Moaners and Groaners of the Week
Dracula is going to the World Series on Halloween, or as he likes to call it, the all-you-can-bite buffet.
What do you call a witch from Boston? A wicked witch.
Dr. Frankenstein has gone into the whiskey distillery business. Look for his "Monster Mash" at fine liquor stores everywhere on Halloween.
The Mummy will likely miss Halloween this year; he's all wrapped up in his work.
Charlie Brown dropped a large pumpkin on his way home and it rolled to a stop at the storm drain. Just then, Linus came by, pointed at it, and cried out excitedly. "It's the grate pumpkin, Charlie Brown."
Why do people like haunted houses better than dating? At a haunted house, being ghosted is a good thing!
What is the Wolfman's favorite holiday? Well, "Howl"-oween, of course.
What's the difference between kids on Halloween night and gremlins and trolls? Gremlins and trolls are goblins and kids on Halloween night are a goblin' some candy!
Why doesn't Superman like going by cemeteries on Halloween? Too much crypt tonight.

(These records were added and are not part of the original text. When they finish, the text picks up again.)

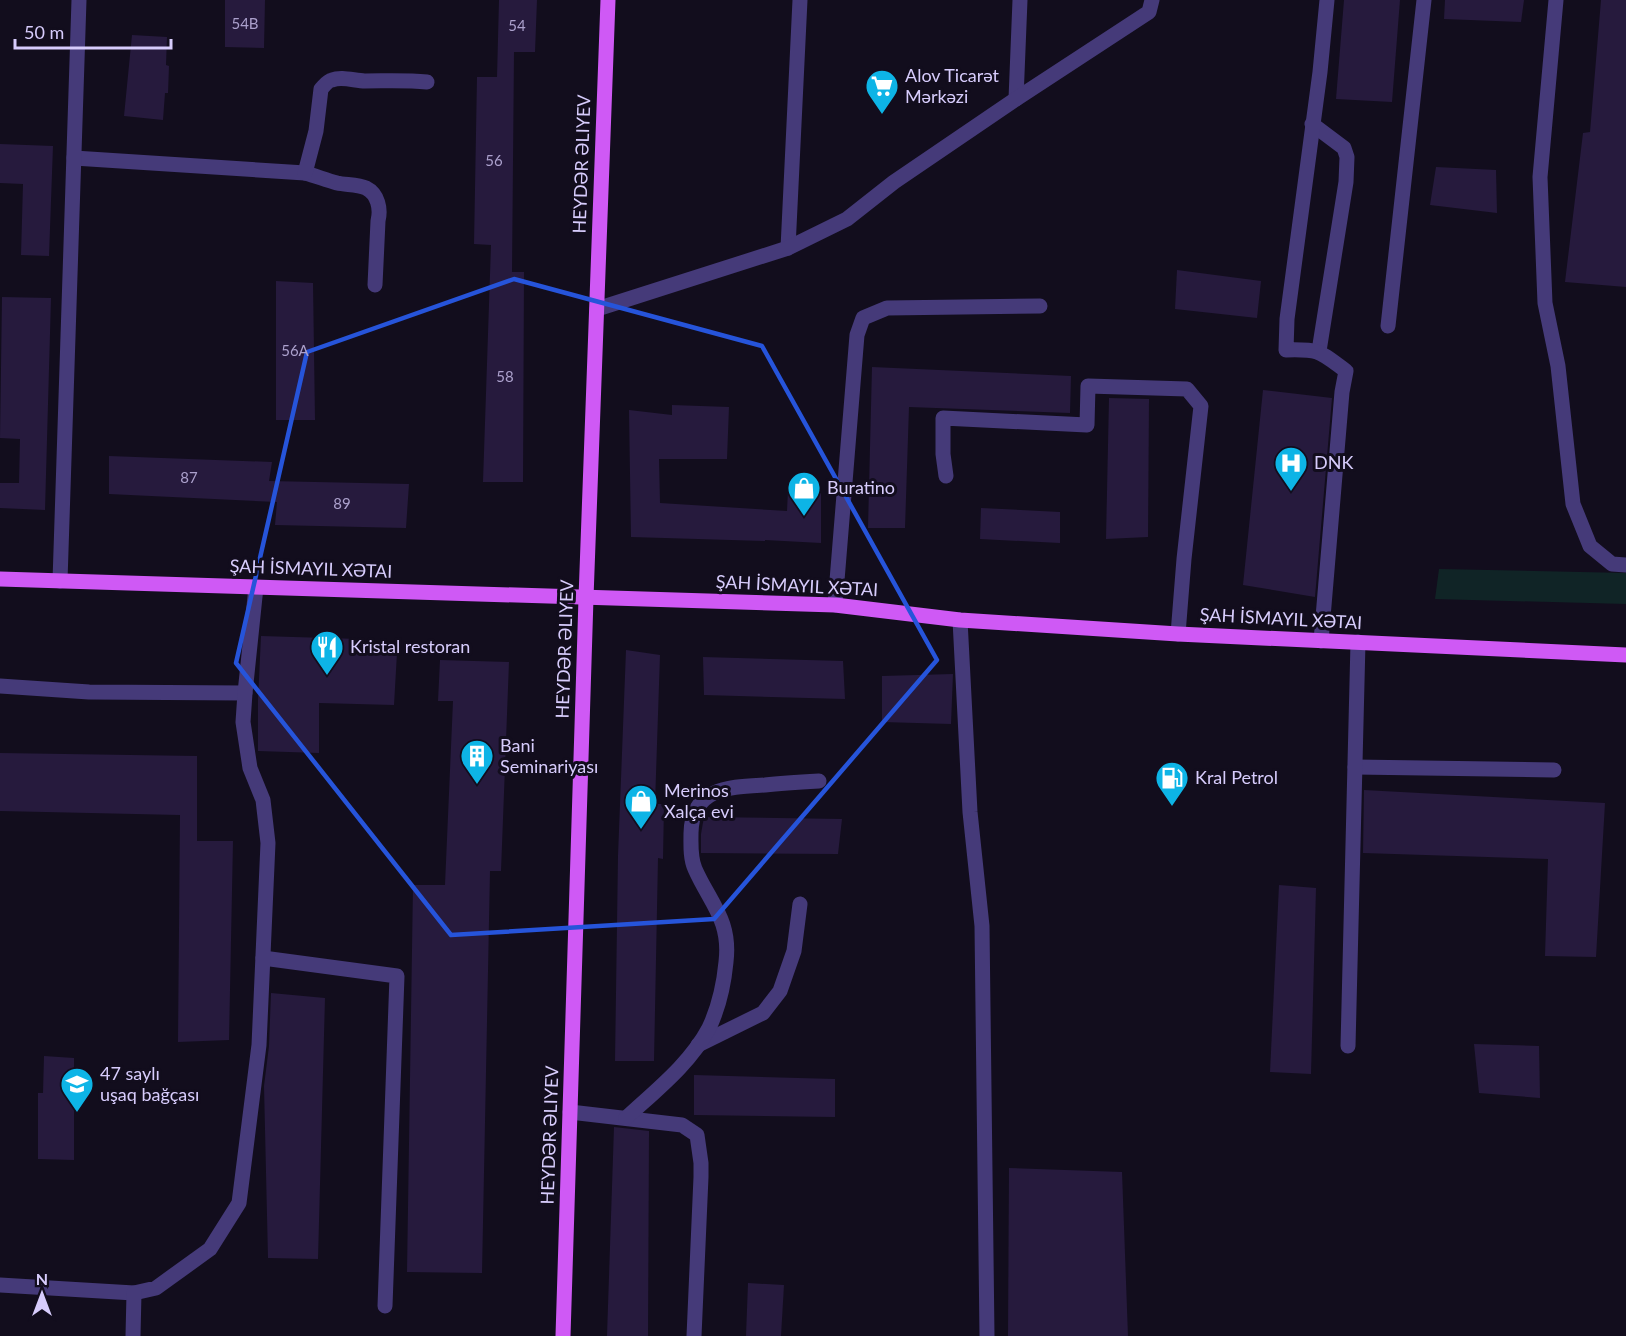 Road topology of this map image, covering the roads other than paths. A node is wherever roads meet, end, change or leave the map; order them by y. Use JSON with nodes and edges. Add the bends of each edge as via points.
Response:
{"nodes":[{"id":1,"x":79,"y":0,"type":"edge"},
{"id":2,"x":608,"y":0,"type":"edge"},
{"id":3,"x":800,"y":0,"type":"edge"},
{"id":4,"x":1020,"y":0,"type":"edge"},
{"id":5,"x":1152,"y":0,"type":"edge"},
{"id":6,"x":1327,"y":0,"type":"edge"},
{"id":7,"x":1424,"y":0,"type":"edge"},
{"id":8,"x":1556,"y":0,"type":"edge"},
{"id":9,"x":427,"y":82,"type":"dead end"},
{"id":10,"x":1016,"y":99,"type":"junction"},
{"id":11,"x":1312,"y":124,"type":"junction"},
{"id":12,"x":74,"y":158,"type":"junction"},
{"id":13,"x":305,"y":172,"type":"junction"},
{"id":14,"x":788,"y":248,"type":"junction"},
{"id":15,"x":375,"y":285,"type":"dead end"},
{"id":16,"x":1040,"y":306,"type":"dead end"},
{"id":17,"x":597,"y":309,"type":"junction"},
{"id":18,"x":1388,"y":326,"type":"dead end"},
{"id":19,"x":1319,"y":351,"type":"junction"},
{"id":20,"x":946,"y":476,"type":"dead end"},
{"id":21,"x":1626,"y":565,"type":"edge"},
{"id":22,"x":0,"y":579,"type":"edge"},
{"id":23,"x":60,"y":581,"type":"junction"},
{"id":24,"x":256,"y":587,"type":"junction"},
{"id":25,"x":586,"y":598,"type":"junction"},
{"id":26,"x":835,"y":605,"type":"junction"},
{"id":27,"x":960,"y":620,"type":"junction"},
{"id":28,"x":1178,"y":634,"type":"junction"},
{"id":29,"x":1320,"y":641,"type":"junction"},
{"id":30,"x":1358,"y":642,"type":"junction"},
{"id":31,"x":1626,"y":655,"type":"edge"},
{"id":32,"x":0,"y":686,"type":"edge"},
{"id":33,"x":245,"y":693,"type":"junction"},
{"id":34,"x":1354,"y":767,"type":"junction"},
{"id":35,"x":1554,"y":770,"type":"dead end"},
{"id":36,"x":819,"y":781,"type":"dead end"},
{"id":37,"x":800,"y":904,"type":"dead end"},
{"id":38,"x":263,"y":958,"type":"junction"},
{"id":39,"x":698,"y":1045,"type":"junction"},
{"id":40,"x":1348,"y":1046,"type":"dead end"},
{"id":41,"x":570,"y":1112,"type":"junction"},
{"id":42,"x":626,"y":1118,"type":"junction"},
{"id":43,"x":0,"y":1285,"type":"edge"},
{"id":44,"x":134,"y":1293,"type":"junction"},
{"id":45,"x":386,"y":1305,"type":"dead end"},
{"id":46,"x":133,"y":1336,"type":"edge"},
{"id":47,"x":563,"y":1336,"type":"edge"},
{"id":48,"x":694,"y":1336,"type":"edge"},
{"id":49,"x":987,"y":1336,"type":"edge"}],
"edges":[{"from":1,"to":12,"type":"street"},
{"from":2,"to":17,"type":"main road","name":"HEYDƏR ƏLIYEV"},
{"from":3,"to":14,"type":"street"},
{"from":4,"to":10,"type":"street"},
{"from":5,"to":10,"type":"street","via":[[1149,12]]},
{"from":6,"to":11,"type":"street"},
{"from":7,"to":18,"type":"street"},
{"from":8,"to":21,"type":"street","via":[[1540,177],[1545,303],[1558,366],[1573,504],[1590,546],[1612,564]]},
{"from":9,"to":13,"type":"street","via":[[345,79],[326,84],[321,89],[316,131]]},
{"from":10,"to":14,"type":"street","via":[[894,182],[848,219]]},
{"from":11,"to":19,"type":"street","via":[[1344,148],[1347,157]]},
{"from":11,"to":19,"type":"street","via":[[1286,350]]},
{"from":12,"to":13,"type":"street"},
{"from":12,"to":23,"type":"street"},
{"from":13,"to":15,"type":"street","via":[[365,188],[379,204]]},
{"from":14,"to":17,"type":"street"},
{"from":16,"to":26,"type":"street","via":[[887,308],[863,318],[857,335]]},
{"from":17,"to":25,"type":"main road","name":"HEYDƏR ƏLIYEV"},
{"from":19,"to":29,"type":"street","via":[[1346,371]]},
{"from":20,"to":28,"type":"street","via":[[943,418],[1087,425],[1088,386],[1187,389],[1201,406]]},
{"from":22,"to":23,"type":"main road"},
{"from":23,"to":24,"type":"main road"},
{"from":24,"to":25,"type":"main road"},
{"from":24,"to":33,"type":"street"},
{"from":25,"to":26,"type":"main road"},
{"from":25,"to":41,"type":"main road","name":"HEYDƏR ƏLIYEV"},
{"from":26,"to":27,"type":"main road"},
{"from":27,"to":28,"type":"main road"},
{"from":27,"to":49,"type":"street","via":[[970,812],[982,926]]},
{"from":28,"to":29,"type":"main road"},
{"from":29,"to":30,"type":"main road"},
{"from":30,"to":31,"type":"main road"},
{"from":30,"to":34,"type":"street"},
{"from":32,"to":33,"type":"street","via":[[89,692]]},
{"from":33,"to":38,"type":"street","via":[[243,722],[250,768],[262,800],[268,843]]},
{"from":34,"to":35,"type":"street"},
{"from":34,"to":40,"type":"street"},
{"from":36,"to":39,"type":"street","via":[[730,787],[714,792],[695,811],[691,833],[694,867],[721,915],[726,936],[726,961],[716,1007]]},
{"from":37,"to":39,"type":"street","via":[[794,951],[780,991],[763,1013]]},
{"from":38,"to":44,"type":"street","via":[[259,1045],[238,1203],[210,1249],[156,1288]]},
{"from":38,"to":45,"type":"street","via":[[397,976]]},
{"from":39,"to":42,"type":"street","via":[[681,1067]]},
{"from":41,"to":42,"type":"street"},
{"from":41,"to":47,"type":"main road","name":"HEYDƏR ƏLIYEV"},
{"from":42,"to":48,"type":"street","via":[[682,1125],[697,1135],[701,1177]]},
{"from":43,"to":44,"type":"street"},
{"from":44,"to":46,"type":"street"}]} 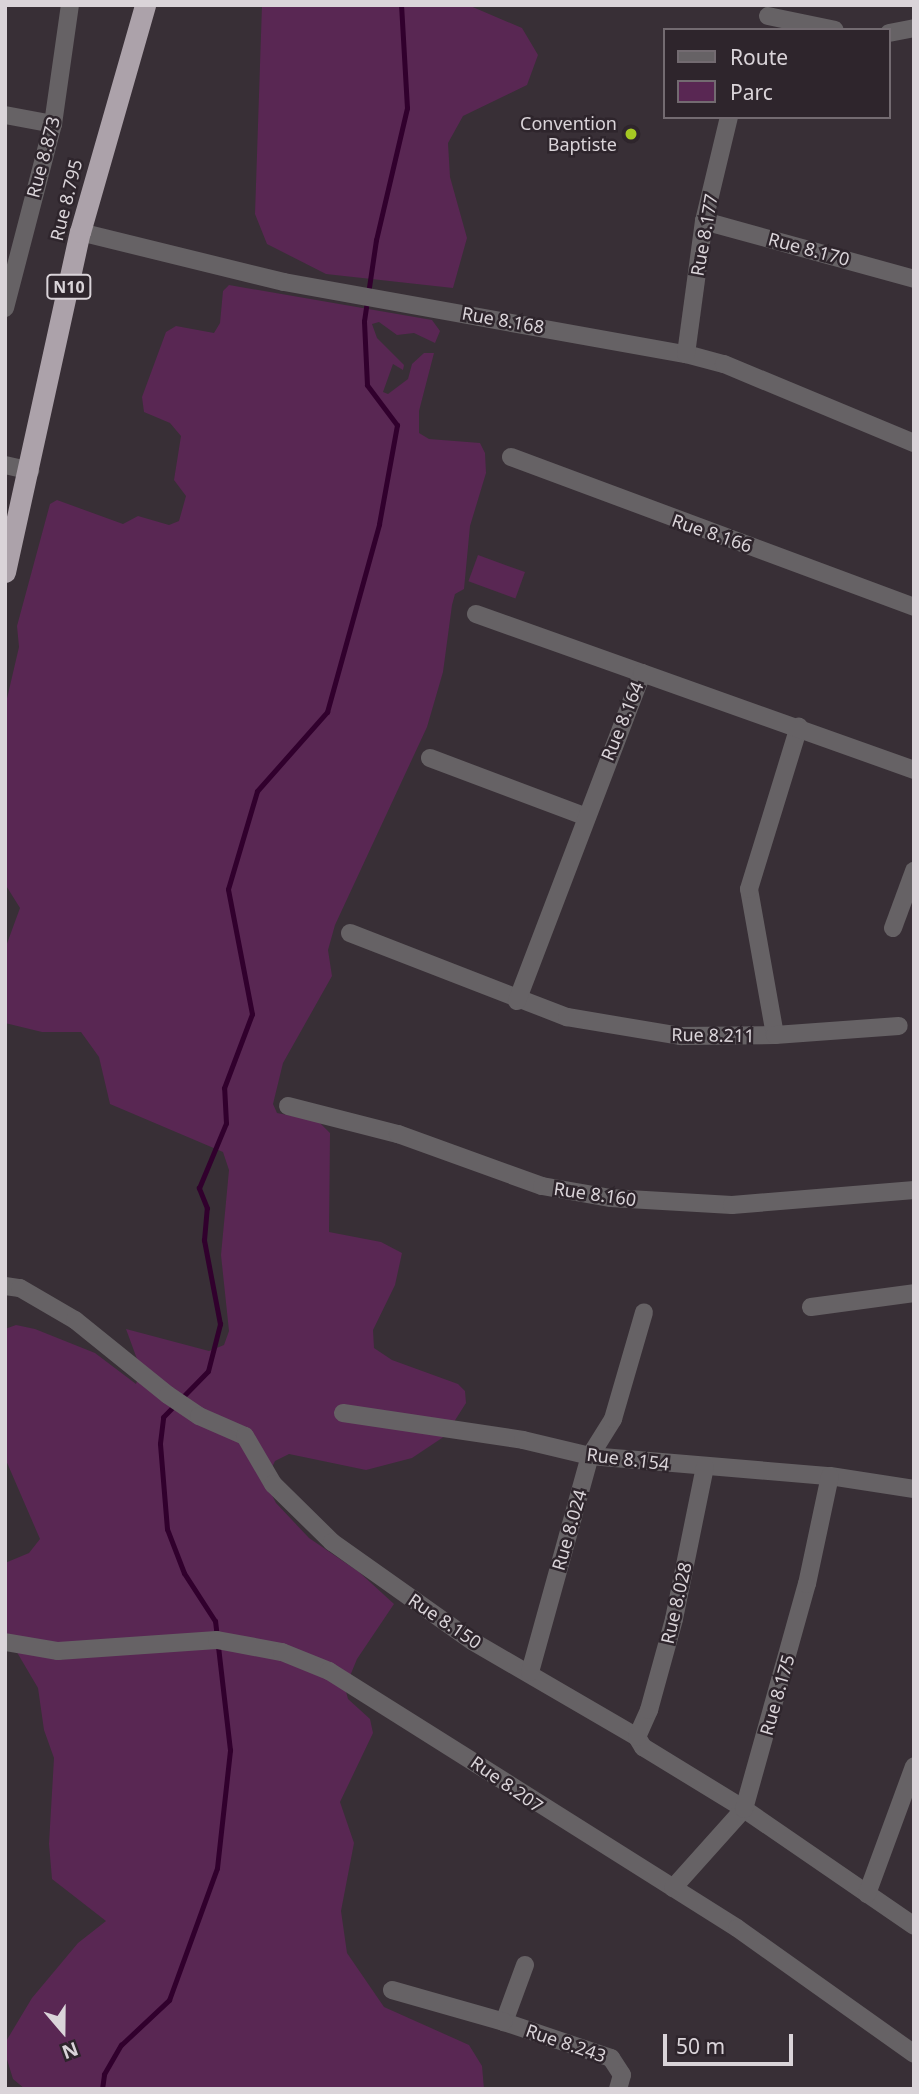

Halloween Things I Think I Thought
I think that Dracula is so pale because he is on an iron-poor blood diet.
I think that during a crescent moon, maybe the Wolfman only grows partial stubble?
I think my parents gave me the best advice: to always "be yourself"-- unfortunately, I've been reminded every Halloween, it doesn't qualify as a costume.
I think I could wax on about how shiny candy corn is, but candy corn makers did it already.
I think that "Junk in the Trunk-or-Treat" at drive-thru Halloween spots has not caught on the way I would have expected it to.
I think that Frankenstein's monster looked like he was put together by Edward Scissorhands.
I think that people who don't like pumpkin carving don't know Jack... o'lantern.
I think Halloween night should be called what it is: "The Great Sugar Rush."
Every time I see a skeleton part I don't know on Halloween, I think that I should have boned up on anatomy.
I think that massive decorations in yards on Halloween is so displayed out.
I think that dressing up like jazz saxophonist Dave Koz for Halloween should qualify as cosplay.